Typically so efficient and uncompromising, Germany, who had come into the game having not once fallen behind throughout the entire tournament, struggled to contain Italy’s suffocating midfield. Unable to stifle the artistic Pirlo thanks to the impregnable bulwark of Daniele De Rossi, Claudio Marchisio and Riccardo Montolivo, Germany fell victim time and again to the Juventus playmaker’s raking long balls for the effervescent Cassano and Balotelli.
As such, with the game slipping away, Germany grew increasingly desperate, coming closest to forcing a route back into the game from Reus’ well-struck free-kick, which was only kept out by the supreme athleticism of a Gianluigi Buffon that never seems to age. His wild-eyed, fist-pumping celebration was indicative of the importance of the save. The Italians knew that if they could continue to stifle Reus, Muller and Klose, victory would soon be in sight.
The German persistence inevitably left them open to the counter, as orchestrated by the magisterial Pirlo, who twice laid on chances for Claudio Marchisio that the Juventus midfielder should have finished. Instead, with Balotelli substituted in the 70th minute for Di Natale, Italy would settle for their two-goal haul, but it was one which was threatened by a late Germany lifeline thanks to a Mesut Ozil penalty.

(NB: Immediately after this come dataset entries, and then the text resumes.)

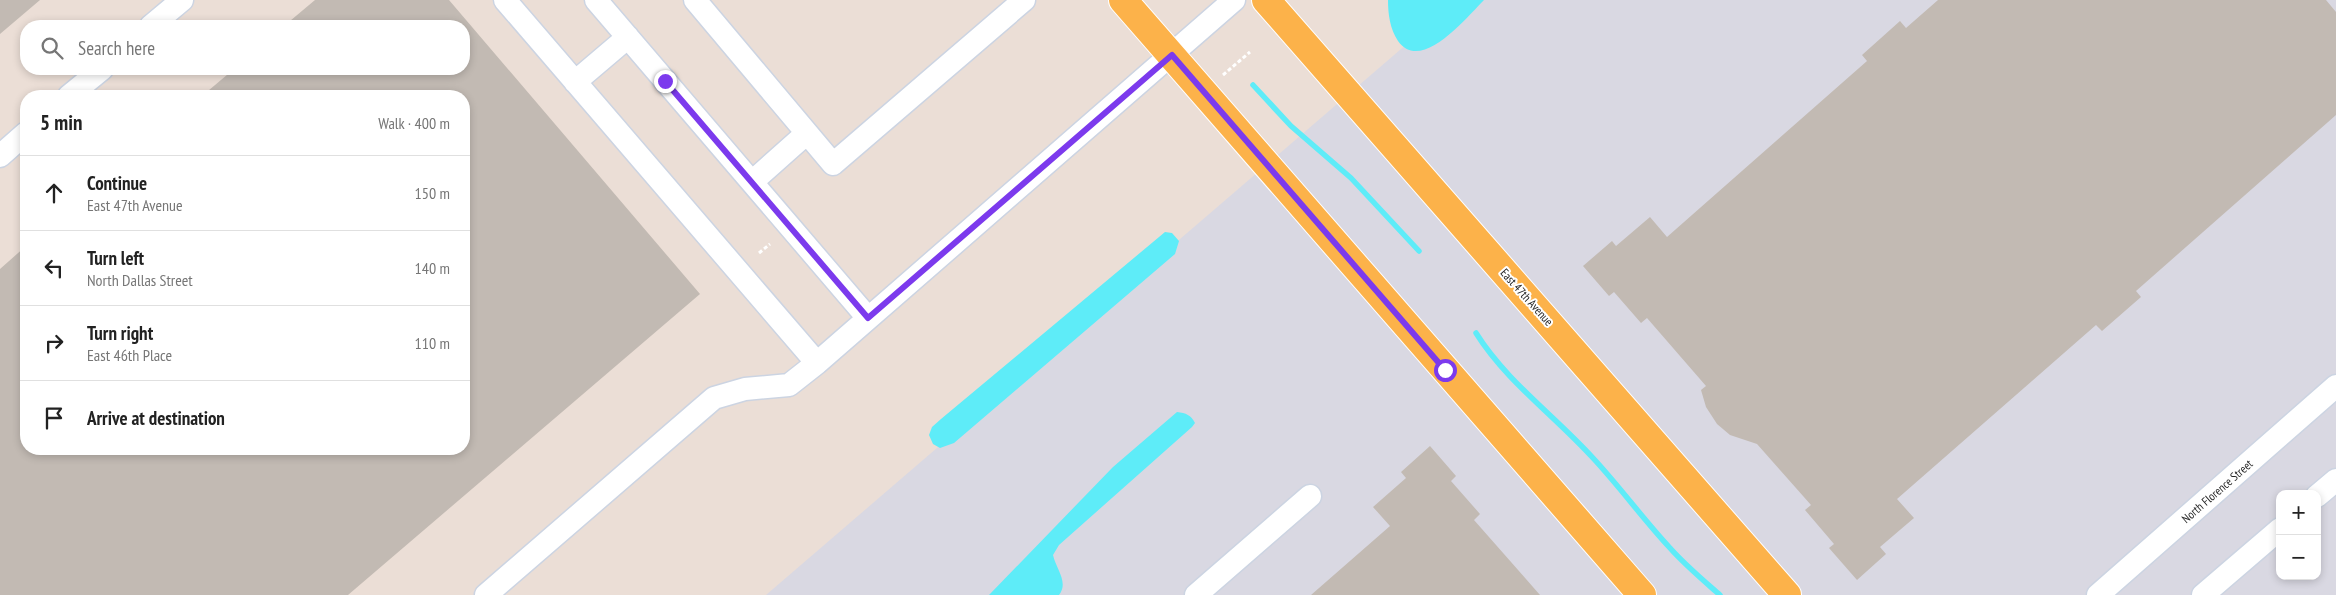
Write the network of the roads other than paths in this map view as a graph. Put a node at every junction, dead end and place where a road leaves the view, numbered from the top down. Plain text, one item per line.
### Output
1 (182, 0) edge
2 (505, 0) edge
3 (596, 0) edge
4 (695, 0) edge
5 (1024, 0) edge
6 (1123, 0) edge
7 (1234, 0) edge
8 (1266, 0) edge
9 (158, 20) edge
10 (628, 37) junction
11 (1172, 55) junction
12 (95, 75) edge
13 (576, 82) junction
14 (76, 90) edge
15 (807, 134) junction
16 (20, 138) edge
17 (0, 156) edge
18 (752, 182) junction
19 (868, 318) junction
20 (817, 363) junction
21 (2336, 386) edge
22 (2336, 480) edge
23 (2321, 493) edge
24 (1310, 496) dead end
25 (2276, 531) edge
26 (486, 595) edge
27 (1196, 595) edge
28 (1642, 595) edge
29 (1787, 595) edge
30 (2098, 595) edge
31 (2203, 595) edge

1 - 9 street
2 - 13 street
3 - 10 street
4 - 15 street
5 - 15 street
6 - 11 main road
7 - 11 street
8 - 29 main road, East 47th Avenue
10 - 13 street
10 - 18 street
11 - 19 street
11 - 28 main road
12 - 14 street
13 - 20 street
15 - 18 street
16 - 17 street
18 - 19 street
19 - 20 street
20 - 26 street
21 - 30 street, North Florence Street
22 - 23 street
24 - 27 street
25 - 31 street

In the 92nd minute, Balzaretti handled in the box and the Real Madrid playmaker duly dispatched the spot-kick. It was too little, too late, though, as the Italians refused to relinquish possession cheaply from the resultant kick-off.
Though Germany came into the tournament hot favourites behind reigning World and European champions Spain, their exit at the semi-final stage should not come as a surprise to anyone with a keen interest in history. The Germans have not beaten Italy in eight fixtures at major tournaments, stretching back to the 1962 World Cup.
Duly deserved, Cesare Prandelli’s men rectified the humiliating group-stage exit of the 2010 World Cup by reaching a final nobody really expected them to reach. Though a sterner test awaits, on that night in Warsaw, nothing could stop Italy and Balotelli’s triumphant procession.